━━━ INPUT FOR THIS TASK
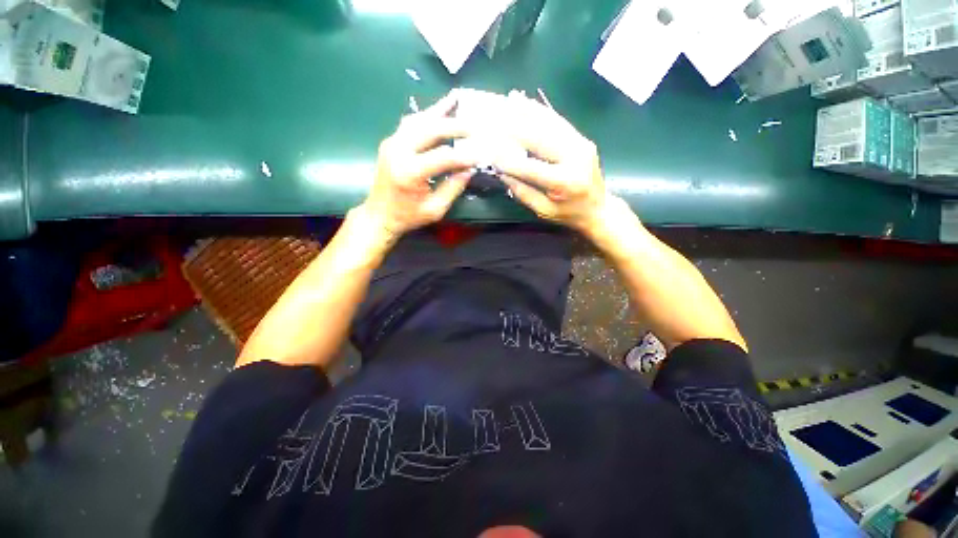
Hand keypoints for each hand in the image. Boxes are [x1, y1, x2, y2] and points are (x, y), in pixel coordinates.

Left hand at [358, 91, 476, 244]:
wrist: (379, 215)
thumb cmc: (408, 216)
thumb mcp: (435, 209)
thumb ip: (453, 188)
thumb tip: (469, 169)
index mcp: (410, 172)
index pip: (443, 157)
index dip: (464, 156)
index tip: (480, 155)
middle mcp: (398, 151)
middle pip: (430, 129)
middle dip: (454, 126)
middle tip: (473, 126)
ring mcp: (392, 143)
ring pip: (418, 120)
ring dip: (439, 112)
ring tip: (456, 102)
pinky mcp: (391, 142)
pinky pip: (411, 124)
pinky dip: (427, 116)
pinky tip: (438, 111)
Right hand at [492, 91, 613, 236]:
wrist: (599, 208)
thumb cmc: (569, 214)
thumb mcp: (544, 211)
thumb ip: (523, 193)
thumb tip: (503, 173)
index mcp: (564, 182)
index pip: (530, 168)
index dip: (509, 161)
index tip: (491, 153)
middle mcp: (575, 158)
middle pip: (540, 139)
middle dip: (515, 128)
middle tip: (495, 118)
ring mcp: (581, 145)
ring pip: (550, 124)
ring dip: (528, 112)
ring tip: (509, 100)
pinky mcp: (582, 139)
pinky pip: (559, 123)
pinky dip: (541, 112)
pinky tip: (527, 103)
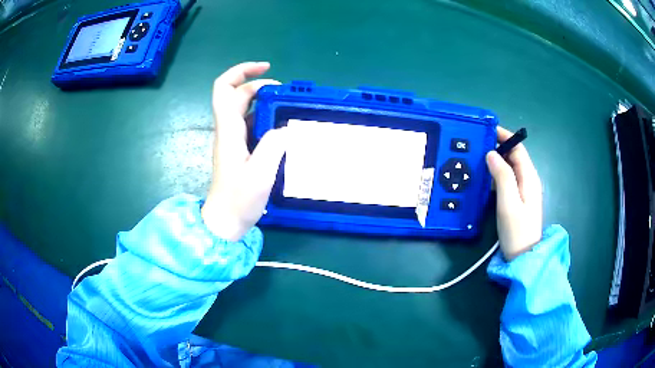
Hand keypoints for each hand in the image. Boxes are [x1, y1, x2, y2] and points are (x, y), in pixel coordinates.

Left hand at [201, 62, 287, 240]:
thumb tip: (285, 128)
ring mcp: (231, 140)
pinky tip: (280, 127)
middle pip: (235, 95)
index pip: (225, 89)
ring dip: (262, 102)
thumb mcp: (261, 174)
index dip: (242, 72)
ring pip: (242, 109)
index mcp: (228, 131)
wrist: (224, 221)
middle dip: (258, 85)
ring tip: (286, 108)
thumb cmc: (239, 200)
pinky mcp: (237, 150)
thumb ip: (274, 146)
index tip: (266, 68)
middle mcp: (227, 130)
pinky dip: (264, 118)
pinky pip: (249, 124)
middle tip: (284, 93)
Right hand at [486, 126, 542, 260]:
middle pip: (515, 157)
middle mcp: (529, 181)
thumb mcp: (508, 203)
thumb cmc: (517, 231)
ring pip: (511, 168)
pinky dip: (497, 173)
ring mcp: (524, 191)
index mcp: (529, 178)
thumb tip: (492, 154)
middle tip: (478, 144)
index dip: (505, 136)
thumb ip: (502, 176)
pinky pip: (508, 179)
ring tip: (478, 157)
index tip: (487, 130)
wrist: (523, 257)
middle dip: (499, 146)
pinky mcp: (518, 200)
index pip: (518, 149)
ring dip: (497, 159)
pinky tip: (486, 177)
━━━━━━
- TASK STATEMENT -
The required output is a copy of each line in the records where the string "hand" occurs.

- EXPECTED OUTPUT -
Hand keypoints for each hand in the image. Boxes are [x1, y1, x2, y2] and points are (x, y), in pixel coordinates.
Left hand at [358, 91, 476, 244]:
Right hand at [492, 91, 613, 236]:
Hand keypoints for each hand in the image. Boxes are [x1, y1, x2, y2] and points are (x, y), in pixel coordinates.
Left hand at [201, 62, 287, 240]:
Right hand at [486, 126, 542, 260]:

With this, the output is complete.